Tuesday, May 01, 2007

Normal Girl on Miss America

Today, in response to Normal Guy’s comments on the Miss America pageant in Las Vegas, Normal Girl gives her own perspective on the pageant, her personal connection to it, and some thoughts on the 2007 outcome…

“There she is…. Miss America…” These were words I heard for the first time in 1987 (I was 10 at the time), when Kaye Lani Rae Rafko was crowned Miss America by outgoing queen Kellye Cash. I watched Miss USA the year before, but I fell in love with the queens walking and waving down the long runway of Atlantic City’s Convention Hall. The beautiful crown and scepter given to the new Miss America were the clinchers.

What a thrill it was to attend Miss America while Normal Guy and I were in Las Vegas! But I’ll get back to that shortly…

I competed in my first pageant at 7, after my dance teacher encouraged my mom to sign me up. I finished as first runner-up…and quickly became hooked on performing and being in the limelight. Nearly twenty years later, I retired from pageants when I discovered that I had developed stage fright! It sounds ridiculous…but it is definitely accurate. My own stage fright gives me an even greater appreciation for the young women who are brave enough to continue to compete, despite the scrutiny and disapproval that sometimes surrounds pageantry.
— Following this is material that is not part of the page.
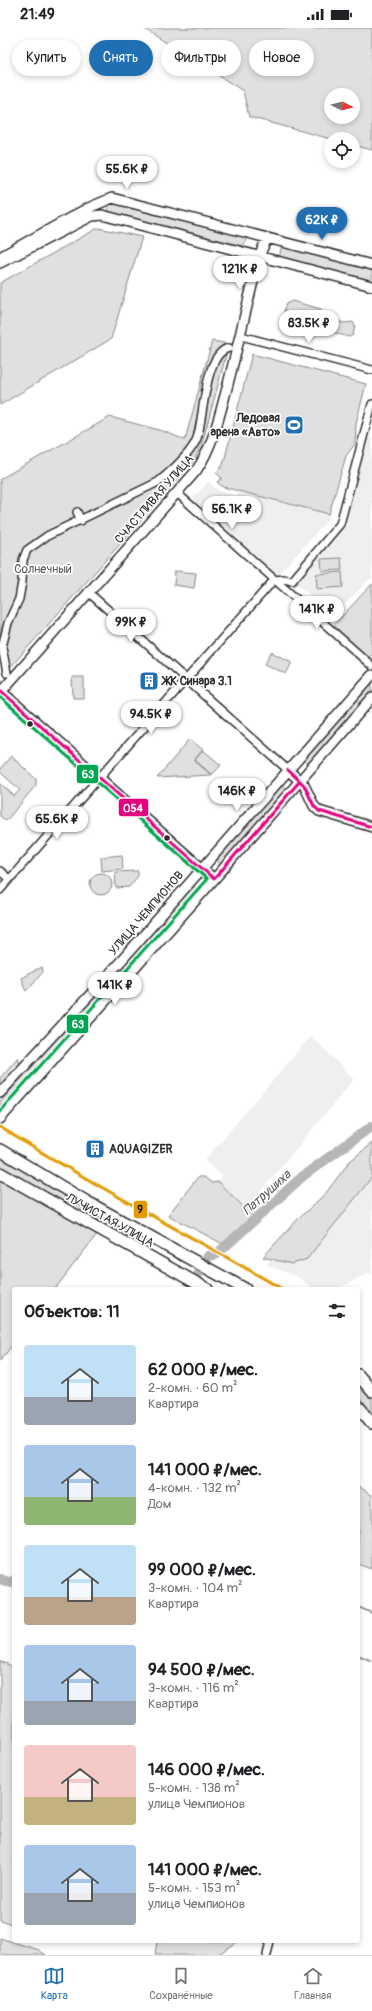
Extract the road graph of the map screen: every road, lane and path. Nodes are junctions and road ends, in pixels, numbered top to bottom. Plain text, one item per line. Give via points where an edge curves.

I have videos of Miss America dating back to the late 1950’s and I am mesmerized by the grandeur of each year’s pageant. My mother was 7 years old when Marilyn Van Derbur was crowned Miss America 1958 and I am amazed that nearly 50 years later, the ideals have remained even though there have been many changes to the system. Miss America remains a class act.

I could write for days about all the memories that are attached to watching the pageant through the years, but I will share only two before commenting on this year’s event.

  • I watched Miss America live and in-person in Atlantic City in September 2000. I knew Miss Maine and Miss Mississippi personally and had even competed with both of them! Watching the pageant unfold before my eyes was a memory that I will never forget. My mom and I secured “backstage passes” to attend the after-pageant party to greet the state queens. I have pictures from those parties and loved every minute. I did not know whether I would ever attend Miss America again, and I am so thankful that I went that last year before it moved from Atlantic City to Las Vegas.
  • My mom and I have always “judged” the pageant, even down to creating sheets with the queens’ information and a rating system to determine our winners. I sometimes chose my favorite just by looking at their profiles on the Miss America website. In 2001, I saw Katie Harman’s preliminary talent picture: she had it, and I knew she was going to win. Throughout the telecast, every time I saw her on screen, I said, “Oregon’s got it. There’s the winner.” Sure enough, she won! (Years later, I purchased a book autographed by the one and only Katie Harman).

Back to Miss America 2007--As Normal Guy and I entered the Aladdin, the energy was contagious. Families had big banners naming their “favorite” queen; others waved small fans with their queens’ pictures. As we sat waiting for the pageant to begin, I couldn’t believe we were there!

Overall, the pageant was great. Mario Lopez, aka A.C. Slater, did an impressive job hosting the pageant. I really felt like this year marked the return to the classic feel that had been evident in the 50’s and 60’s era of the pageant (as opposed to the over-processed productions of the 80s and 90s).

I was surprised that Miss Oklahoma produced a winner for its second year, but Lauren Nelson was deserving of the title. My only issue was that I had chosen my “favorite” just like I did in 2001. Shilah Phillips was the first African-American to win Miss Texas, and her talent gave me goose bumps. I really believed the crowd was rooting for her when it got down to the final two. I feel that she represented all the girls who entered the pageant truly desiring scholarship money to pursue their education. Hearing her name as first runner-up was a let down for me, but that quickly changed when I realized that her dream had come true—she will be able to finish her college education. In my mind, that is what Miss America is all about.

Normal Guy did a great job of describing the pageant details. For me, it is all about choosing my favorite and rooting her on. Okay, it might also be about the judging and the exciting atmosphere, too! Miss Texas, my favorite queen and first runner-up, called Miss America the “Super Bowl of Pageants” and I couldn’t agree more.